FEIRA DE CIÊNCIAS

Sanhaço-Azul ou Pipira-Azul

No Santa Tereza, bairro onde eu moro, é bastante comum avistar alguns pássaros, geralmente esses pássaros vem se alimentar de frutas como: Manga, Abacate e Goiaba, A mais comum em minha casa é a Pipira-Azul (Thraupis episcopus) ou também conhecida como Sanhaço-Azul que se alimenta de Manga madura, geralmente são encontradas em Bairros com bastantes Árvores Frutíferas como: Raiar do Sol, Nova Cidade, entre outros.

O Sanhaço-azul ou a Pipira-Azul é uma ave da família Thraupidae, cujo nome científico é Thraupis episcopus. Em inglês ele é conhecido como Blue-gray Tanager. Popularmente conhecido por saí-azul, sanhaçu-do-mamoeiro, pipira-azul, sanhaço-de-encontro-branco, tanager-azul-e-cinzento, saí-açu e sanhaço-da-amazônia.

Está presente no Amazonas, Belém, Maranhão, Tocantins, Acre, Rondônia, Roraima, Amapá, Pará, Tocantins. Encontrado também do México ao Panamá, Guianas, Venezuela, Colômbia, Equador, Peru, Bolívia e no Suriname.

O Sanhaço-azul é uma ave que tem facilidade para adaptar-se ao ambiente, pois vivem tanto em locais úmidos quanto nos secos. Estão presentes na borda da floresta e manchas de capoeiras, jardins, pomares, locais arborizados urbanos, em arbustos, regiões agrícolas e palmais. É uma espécie inquieta e barulhenta, e seu canto é agudo, alto e sucessivo.

Características:

Mede entre 17 e 18,5 centímetros de comprimento e pesa entre 33 e 36 gramas Ave com coloração geral azul e amarelo distintivo. Seu bico é longo, forte, robusto e apresenta o cúlmen curvado. Esta espécie apresenta acentuado dimorfismo sexual.

O macho da espécie tem a cabeça, garganta, pescoço, peito superior e partes superiores, incluindo as coberturas superiores de coloração azul cobalto característica, sendo que suas rêmiges e cauda apresentam uma tonalidade de azul mais claro que a cabeça e as coberteiras das asas. As pontas das rêmiges primárias são mais escuras, quase pretas. O dorso apresenta algumas penas com coloração verde-olivácea. 

A porção inferior do peito, ventre, crisso e infracaudais são de coloração amarelo dourado, sendo que esta coloração torna-se mais clara na parte inferior do ventre e no crisso.
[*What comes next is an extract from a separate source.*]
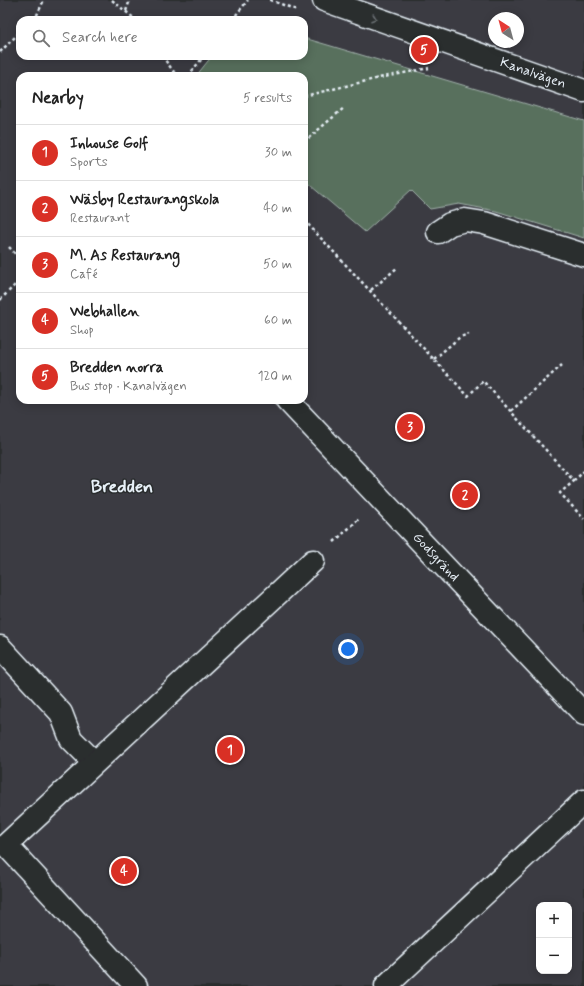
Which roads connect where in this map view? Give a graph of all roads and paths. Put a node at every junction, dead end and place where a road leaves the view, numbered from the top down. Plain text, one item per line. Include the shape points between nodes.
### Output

Particularmente conspícuas, as penas da coxa são azuis 

O bico é forte, com a maxila preta e a mandíbula cinza-escuro. A íris é vermelho-alaranjada.

A fêmea da espécie apresenta coloração mais opaca e o amarelo do peito atinge a região superciliar da face até as auriculares apresenta uma estreita e curta faixa pós-ocular azul. Os lores são amarelos. A coroa, nuca e escapulares são de coloração azul clara. As penas das rêmiges e retrizes são azuis mais intensos.

O bico da fêmea é cinza escuro. Os jovens apresentam plumagem com semelhança a plumagem das fêmeas da espécie, porém mais opacos que estas. O dorso dos jovens é mais esverdeado que o dorso das fêmeas. 

A região auricular nos machos jovens apresentam listras azuis. O bico dos machos jovens é de coloração cinza-acastanhado com a ponta escura. As fêmeas jovens tem o bico com coloração marrom-acastanhado que se torna escuro quando esta se torna adulta.

Curiosidades:

Vivem solitários ou em pequenos bandos, e são muito competitivos na hora da alimentação. Consomem frutas, flores, folhas, néctar, aracnídeos e insetos, que podem ser capturados em pleno voo. 

No ritual de acasalamento o macho agita os ombros para a fêmea. Nidificam em forquilhas de árvores de copa densa, entre 1,5 e 9 m de altura. O ninho é uma taça compacta feita de folhas, musgos e fibras, possuindo um diâmetro de 11 cm. São postos de 2 a 3 ovos, incubados pela fêmea. Após 12 a 14 dias emergem as crias, que são alimentadas por ambos os pais. Com 20 dias de vida os jovens alçam voo.